International career
- 1976: England Schoolboys / 8 / (6)
- 1978–1979: England Youth / 4 / (3)

Managerial career
- 1995–1996: Telford United (player-manager)

= Wayne Clarke (footballer) =

English footballer (born 1961)

Wayne Clarke (born 28 February 1961) is an English former professional footballer.

Playing as a striker, he scored nearly 150 goals over the course of his career and was a member of the Everton team which finished as English league champions in 1987. He made almost 450 appearances in the Football League, playing for Wolverhampton Wanderers, Birmingham City, Everton, Leicester City, Manchester City, Shrewsbury Town, Stoke City and Walsall. He represented England at schoolboy and youth level.

He is the youngest of five brothers. Frank, Allan, Derek and Kelvin who all played league football.

==Playing career==

===Wolverhampton Wanderers===
Clarke was born in Short Heath, the fifth son of Frank Clarke Sr.

He joined his home-town club Wolverhampton Wanderers as an associate schoolboy on his 15th birthday in 1976, despite competition from leading clubs, and became an apprentice when he left school the following year.

Clubs that were interested in taking Clarke at the time included Arsenal and Leeds where he had trials and both Merseysider teams were keen too. Clarke and his parents also went for a meal with Brian Clough who was managing Nottingham Forest and was to be told "look, I want you to come with us" but he preferred to stay at home and signed for the Wanderers.
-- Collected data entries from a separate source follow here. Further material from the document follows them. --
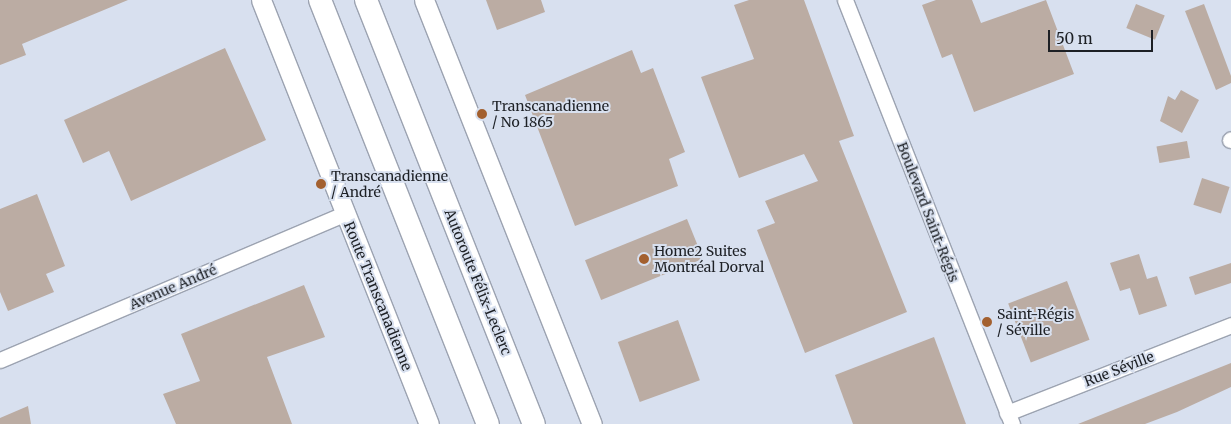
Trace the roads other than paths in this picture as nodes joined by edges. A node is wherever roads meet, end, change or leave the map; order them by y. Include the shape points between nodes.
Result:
1 (261, 0) edge
2 (320, 0) edge
3 (368, 0) edge
4 (424, 0) edge
5 (844, 0) edge
6 (346, 213) junction
7 (1231, 325) edge
8 (0, 360) edge
9 (1009, 418) edge
10 (429, 424) edge
11 (488, 424) edge
12 (534, 424) edge
13 (592, 424) edge

1 - 6 main road, Route Transcanadienne
2 - 11 highway
3 - 12 highway, Autoroute Félix-Leclerc
4 - 13 main road
5 - 9 street, Boulevard Saint-Régis
6 - 8 street, Avenue André
6 - 10 main road, Route Transcanadienne
7 - 9 street, Rue Séville

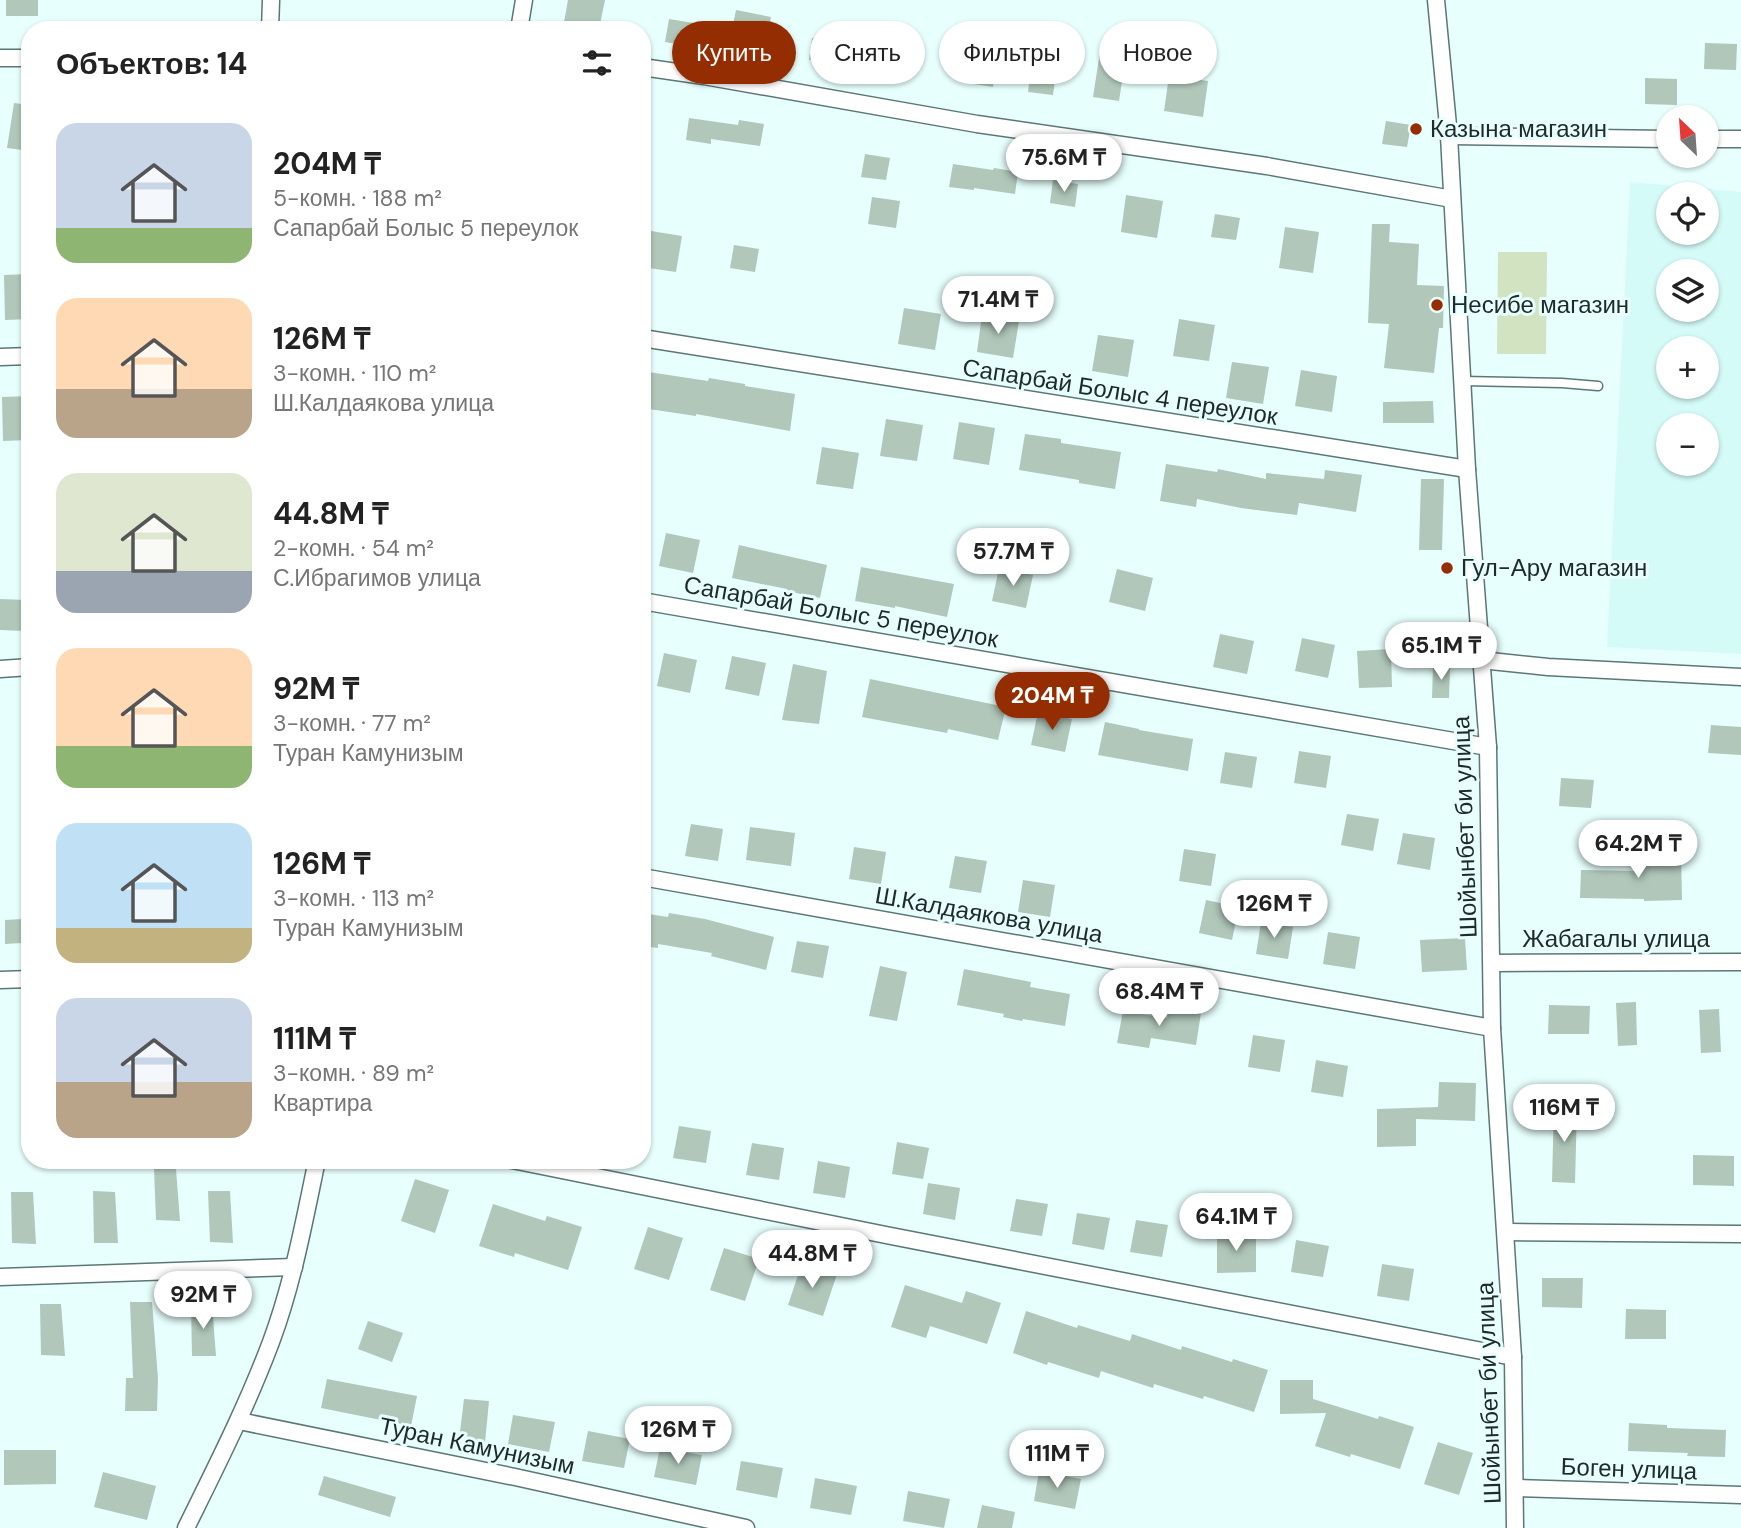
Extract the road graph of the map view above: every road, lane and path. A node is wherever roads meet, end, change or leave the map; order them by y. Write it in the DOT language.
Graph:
graph roads {
  1 [pos="271,0"];
  2 [pos="524,0"];
  3 [pos="1436,0"];
  4 [pos="270,21"];
  5 [pos="520,21"];
  6 [pos="0,58"];
  7 [pos="21,58"];
  8 [pos="651,68"];
  9 [pos="1449,136"];
  10 [pos="1656,139"];
  11 [pos="1719,139"];
  12 [pos="1741,139"];
  13 [pos="1452,199"];
  14 [pos="651,339"];
  15 [pos="21,356"];
  16 [pos="0,357"];
  17 [pos="1462,381"];
  18 [pos="1598,386"];
  19 [pos="1467,469"];
  20 [pos="651,603"];
  21 [pos="1481,660"];
  22 [pos="21,668"];
  23 [pos="0,669"];
  24 [pos="1741,677"];
  25 [pos="1488,747"];
  26 [pos="651,879"];
  27 [pos="1741,961"];
  28 [pos="1492,962"];
  29 [pos="21,979"];
  30 [pos="0,980"];
  31 [pos="1492,1028"];
  32 [pos="315,1169"];
  33 [pos="557,1169"];
  34 [pos="1506,1232"];
  35 [pos="1741,1234"];
  36 [pos="294,1267"];
  37 [pos="0,1277"];
  38 [pos="1513,1357"];
  39 [pos="239,1421"];
  40 [pos="1515,1488"];
  41 [pos="1741,1495"];
  42 [pos="186,1528"];
  43 [pos="746,1528"];
  44 [pos="1515,1528"];
  1 -- 4 [label="street"];
  2 -- 5 [label="street"];
  3 -- 9 [label="street, Шойынбет би улица"];
  6 -- 7 [label="street"];
  8 -- 13 [label="street"];
  9 -- 10 [label="street"];
  9 -- 13 [label="street, Шойынбет би улица"];
  11 -- 12 [label="street"];
  13 -- 17 [label="street, Шойынбет би улица"];
  14 -- 19 [label="street, Сапарбай Болыс 4 переулок"];
  15 -- 16 [label="street"];
  17 -- 18 [label="lane"];
  17 -- 19 [label="street, Шойынбет би улица"];
  19 -- 21 [label="street, Шойынбет би улица"];
  20 -- 25 [label="street, Сапарбай Болыс 5 переулок"];
  21 -- 24 [label="street"];
  21 -- 25 [label="street, Шойынбет би улица"];
  22 -- 23 [label="street"];
  25 -- 28 [label="street, Шойынбет би улица"];
  26 -- 31 [label="street, Ш.Калдаякова улица"];
  27 -- 28 [label="street, Жабагалы улица"];
  28 -- 31 [label="street, Шойынбет би улица"];
  29 -- 30 [label="street"];
  31 -- 34 [label="street, Шойынбет би улица"];
  32 -- 36 [label="street"];
  33 -- 38 [label="street"];
  34 -- 35 [label="street"];
  34 -- 38 [label="street, Шойынбет би улица"];
  36 -- 37 [label="street"];
  36 -- 39 [label="street"];
  38 -- 40 [label="street, Шойынбет би улица"];
  39 -- 42 [label="street"];
  39 -- 43 [label="street, Туран Камунизым"];
  40 -- 41 [label="street, Боген улица"];
  40 -- 44 [label="street, Шойынбет би улица"];
}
Before any professional debut, Clarke represented England at schoolboy level.

On his international schoolboys days, Clarke recalls "My first game as an England Schoolboy was at Oxford United's old ground, we beat Northern Ireland 5-0. I scored a hat-trick playing on the wing. I scored my third goal directly from a corner kick. We played West Germany in Koblenz and the Dutch in Holland. I also played at Wembley twice, against France and Wales."

Clarke signed his first professional contract in March 1978, and made his first team debut as a substitute on 9 May 1978 in a 2–1 win away to Ipswich Town aged 17, replacing Mel Eves in the final game of the 1977–78 season. Another debutant that day would be future England captain Terry Butcher.

Now in the 1978/79 season, Clarke, still aged 17, was next named on the bench for Wolves by Sammy Chung for the visit of Bristol City and the travel to Southampton in September 1978 before starting games home to Ipswich, away at Everton, home to Arsenal and away at Middlesbrough by the end of October.

Brian Clough, seemingly still an admirer, came calling for Clarke again that November, this time to represent England at Junior level but the club replied declining the call up and sending their apologies with the player now on the fringes of the Wolves first team.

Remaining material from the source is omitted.